# DIRECTIONS FOR THIS TASK:
Filter the entries down to the lines containing "junction", and copy those lines.

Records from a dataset
────────────────────
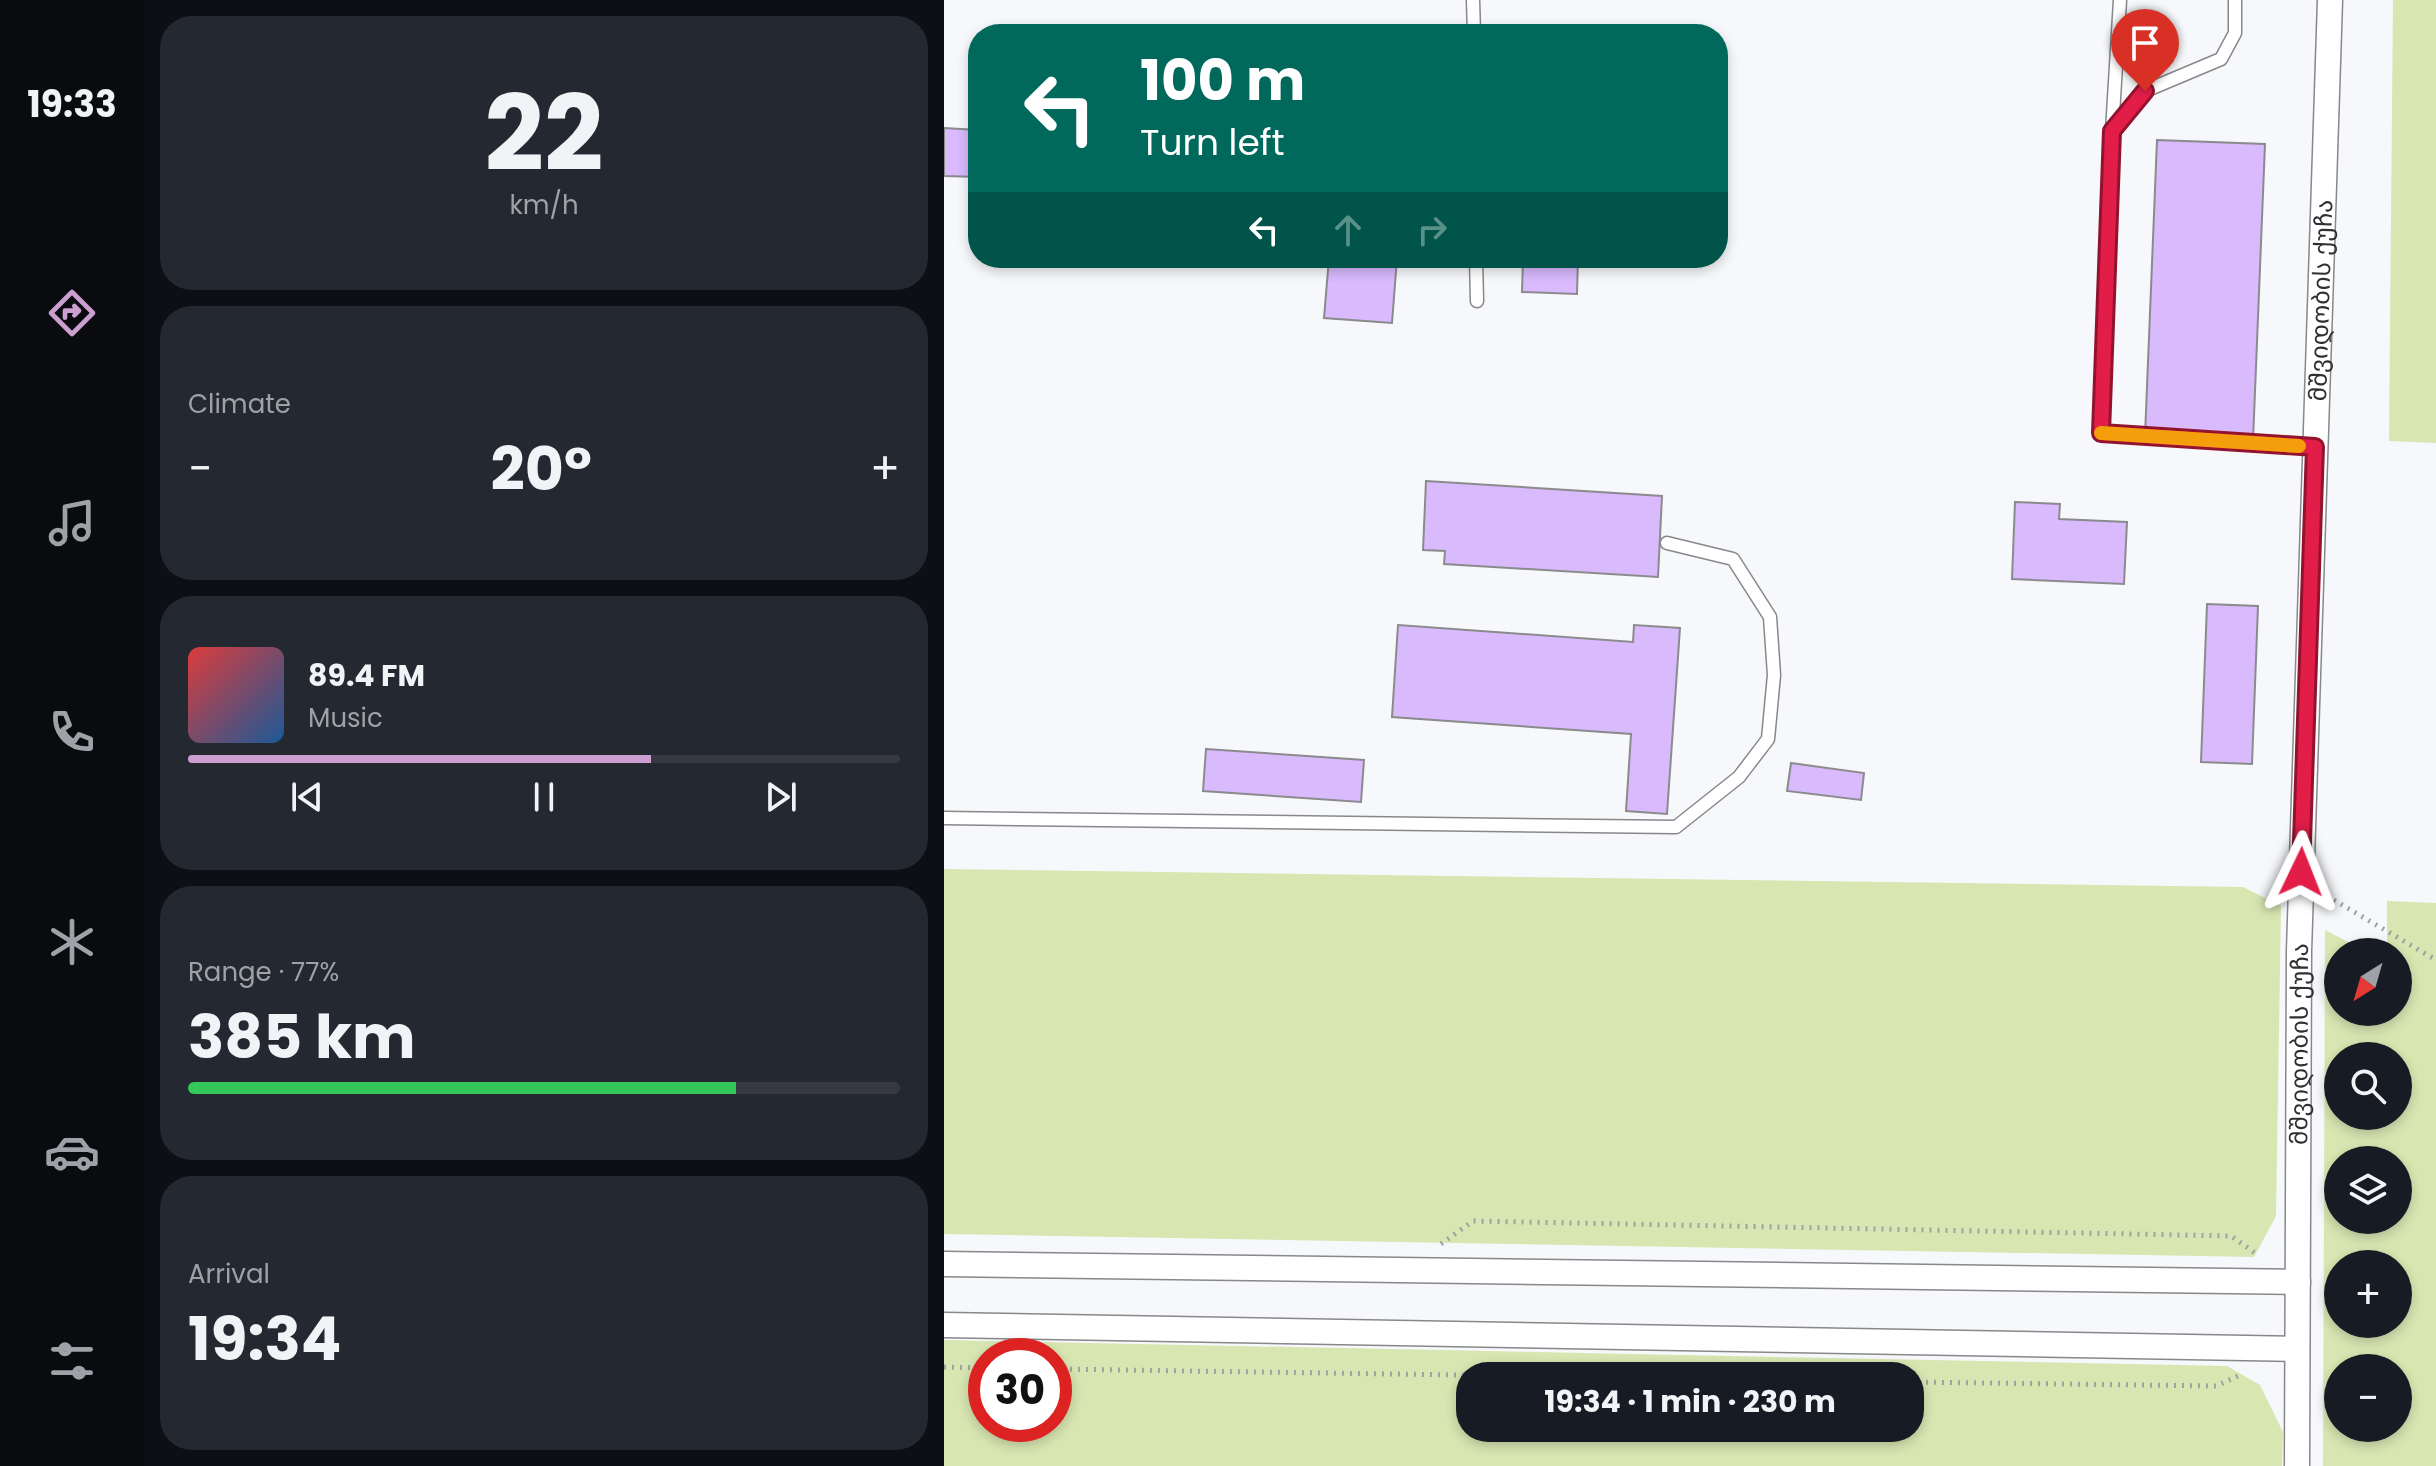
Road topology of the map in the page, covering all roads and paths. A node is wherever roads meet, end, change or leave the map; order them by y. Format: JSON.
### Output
{"nodes":[{"id":1,"x":1473,"y":0,"type":"edge"},
{"id":2,"x":2120,"y":0,"type":"edge"},
{"id":3,"x":2235,"y":0,"type":"edge"},
{"id":4,"x":2330,"y":0,"type":"edge"},
{"id":5,"x":1474,"y":24,"type":"edge"},
{"id":6,"x":2112,"y":131,"type":"junction"},
{"id":7,"x":1476,"y":268,"type":"edge"},
{"id":8,"x":1477,"y":301,"type":"dead end"},
{"id":9,"x":2315,"y":447,"type":"junction"},
{"id":10,"x":1667,"y":543,"type":"dead end"},
{"id":11,"x":944,"y":818,"type":"edge"},
{"id":12,"x":2301,"y":872,"type":"junction"},
{"id":13,"x":2436,"y":960,"type":"edge"},
{"id":14,"x":1439,"y":1245,"type":"dead end"},
{"id":15,"x":944,"y":1264,"type":"edge"},
{"id":16,"x":2298,"y":1282,"type":"junction"},
{"id":17,"x":944,"y":1325,"type":"edge"},
{"id":18,"x":2297,"y":1349,"type":"junction"},
{"id":19,"x":944,"y":1367,"type":"edge"},
{"id":20,"x":968,"y":1368,"type":"edge"},
{"id":21,"x":1072,"y":1369,"type":"edge"},
{"id":22,"x":2243,"y":1374,"type":"dead end"},
{"id":23,"x":1456,"y":1375,"type":"edge"},
{"id":24,"x":1924,"y":1382,"type":"edge"},
{"id":25,"x":2297,"y":1466,"type":"edge"}],
"edges":[{"from":1,"to":5,"type":"lane"},
{"from":2,"to":6,"type":"lane"},
{"from":3,"to":6,"type":"lane"},
{"from":4,"to":9,"type":"street","name":"მშვიდობის ქუჩა"},
{"from":6,"to":9,"type":"lane"},
{"from":7,"to":8,"type":"lane"},
{"from":9,"to":12,"type":"street","name":"მშვიდობის ქუჩა"},
{"from":10,"to":11,"type":"lane"},
{"from":12,"to":13,"type":"path"},
{"from":12,"to":16,"type":"street","name":"მშვიდობის ქუჩა"},
{"from":14,"to":16,"type":"path"},
{"from":15,"to":16,"type":"street"},
{"from":16,"to":18,"type":"street","name":"მშვიდობის ქუჩა"},
{"from":17,"to":18,"type":"street"},
{"from":18,"to":25,"type":"street","name":"მშვიდობის ქუჩა"},
{"from":19,"to":20,"type":"path"},
{"from":21,"to":23,"type":"path"},
{"from":22,"to":24,"type":"path"}]}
────────────────────
# EXPECTED ANSWER:
{"id":6,"x":2112,"y":131,"type":"junction"},
{"id":9,"x":2315,"y":447,"type":"junction"},
{"id":12,"x":2301,"y":872,"type":"junction"},
{"id":16,"x":2298,"y":1282,"type":"junction"},
{"id":18,"x":2297,"y":1349,"type":"junction"},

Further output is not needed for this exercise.